Electrolyte disorders during the initiation of nutrition therapy in the ICU.

Curr Opin Clin Nutr Metab Care 2021 Mar;24(2):151-158

Department of Intensive Care Medicine, Gelderse Vallei Hospital, Ede, The Netherlands.

Purpose Of Review: To summarize recent evidence on prevalence, risk factors, significance, treatment, and prevention of electrolyte disorders in critically ill with a specific focus on disorders during the initiation of nutrition.

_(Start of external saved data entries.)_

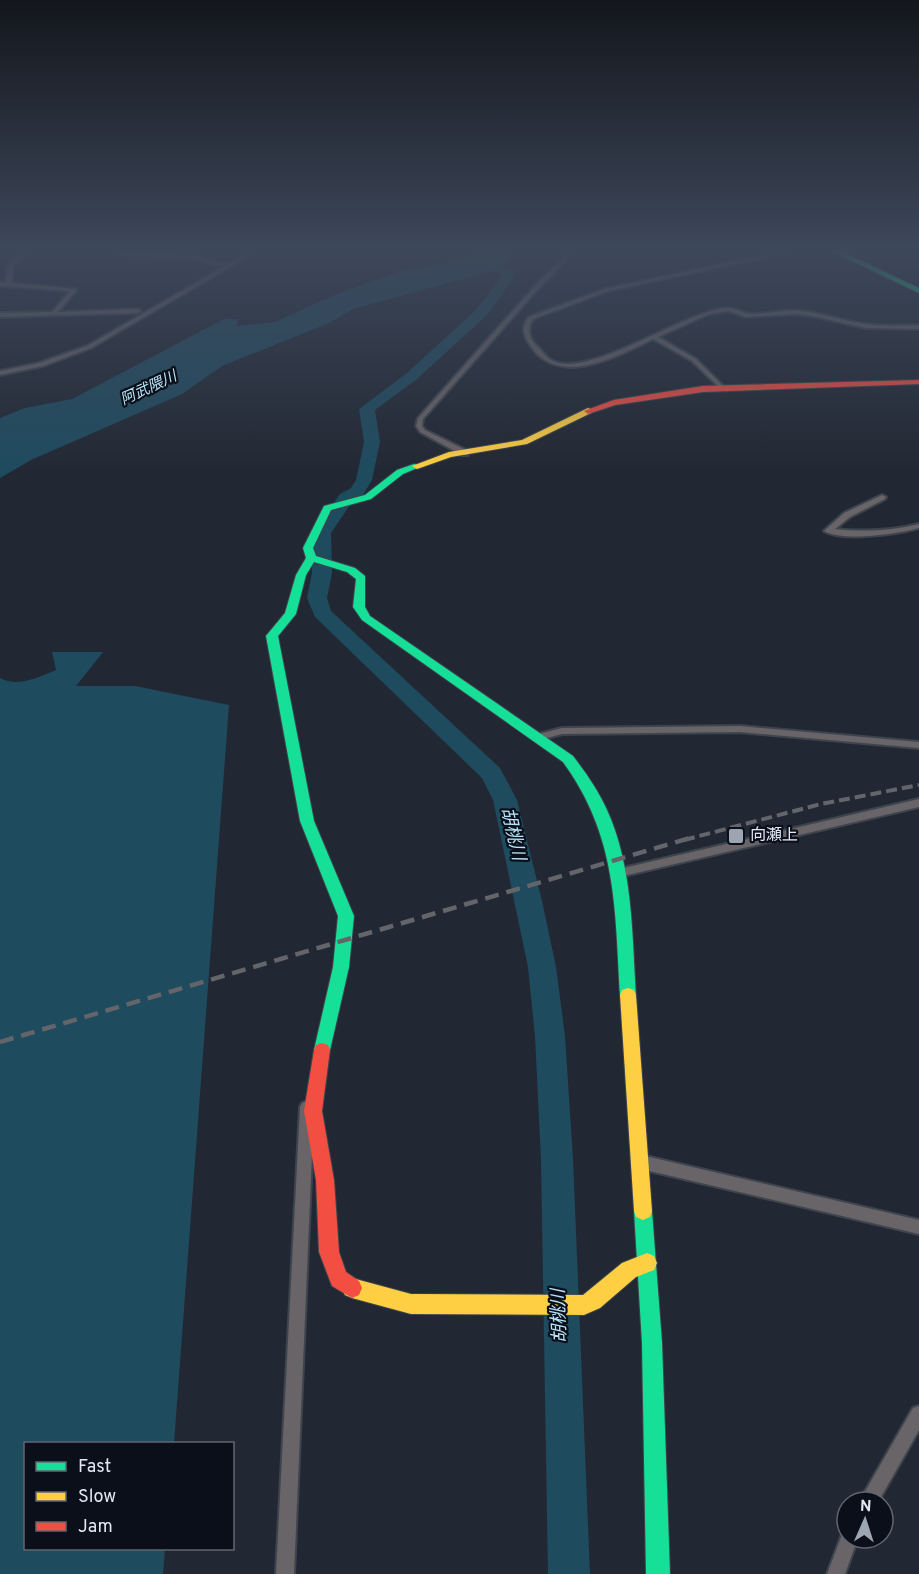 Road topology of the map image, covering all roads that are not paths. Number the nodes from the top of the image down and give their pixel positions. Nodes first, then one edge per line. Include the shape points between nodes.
1 (130, 323) edge
2 (505, 323) edge
3 (527, 323) edge
4 (686, 323) edge
5 (856, 323) edge
6 (919, 327) edge
7 (655, 338) junction
8 (0, 373) edge
9 (919, 382) edge
10 (723, 388) junction
11 (465, 453) junction
12 (882, 497) dead end
13 (919, 526) edge
14 (320, 561) junction
15 (539, 736) junction
16 (919, 745) edge
17 (919, 803) edge
18 (619, 873) junction
19 (314, 1093) junction
20 (641, 1162) junction
21 (919, 1227) edge
22 (646, 1263) junction
23 (919, 1414) edge
24 (875, 1490) edge
25 (845, 1550) edge
26 (285, 1574) edge
27 (658, 1574) edge
28 (836, 1574) edge

1 - 8 street via 89,347 48,363
2 - 11 street via 420,419 422,431
3 - 7 street via 527,337 541,359 563,368
4 - 7 street
5 - 6 street
7 - 10 street via 694,360
9 - 10 street
10 - 11 street via 601,406 524,442
11 - 14 street via 395,474 368,497 330,506 308,548
12 - 13 street via 847,515 828,531 871,535
14 - 15 street via 351,570 361,578 359,607 366,618
14 - 19 street via 305,565 290,615 272,636 307,821 346,916 341,967
15 - 16 street via 562,732 740,729
15 - 18 street via 582,775 607,825
17 - 18 street
18 - 20 street
19 - 22 street via 329,1252 339,1279 349,1287 411,1304 584,1305 599,1299 631,1267
19 - 26 street via 304,1120
20 - 21 street
20 - 22 street
22 - 27 street via 653,1354
23 - 24 street
25 - 28 street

Recent Findings: Electrolyte disturbances appear to occur often during critical illness, and most of them seem to be associated with impaired outcome. However, a recent systematic review indicated insufficient evidence to answer clinically relevant questions regarding hypophosphatemia. Similar questions (which thresholds of serum levels are clinically relevant; how serum levels should be corrected and how do different correction regimens/approaches influence outcome) are not clearly answered also for other electrolytes. The most crucial feature of electrolyte disturbances related to feeding is refeeding syndrome. Recent evidence supports that additionally to the correction of electrolyte levels, a temporary restriction of calories (reducing the magnitude of this metabolic feature, including electrolyte shifts) may help to improve outcome.

Summary: Diverse electrolyte disorders often occur in critically ill patients. Hypophosphatemia, hypokalemia, and hypomagnesemia that are encountered after initiation of feeding identify refeeding syndrome. Along with correction of electrolytes, reduction of caloric intake may improve the outcome of the refeeding syndrome.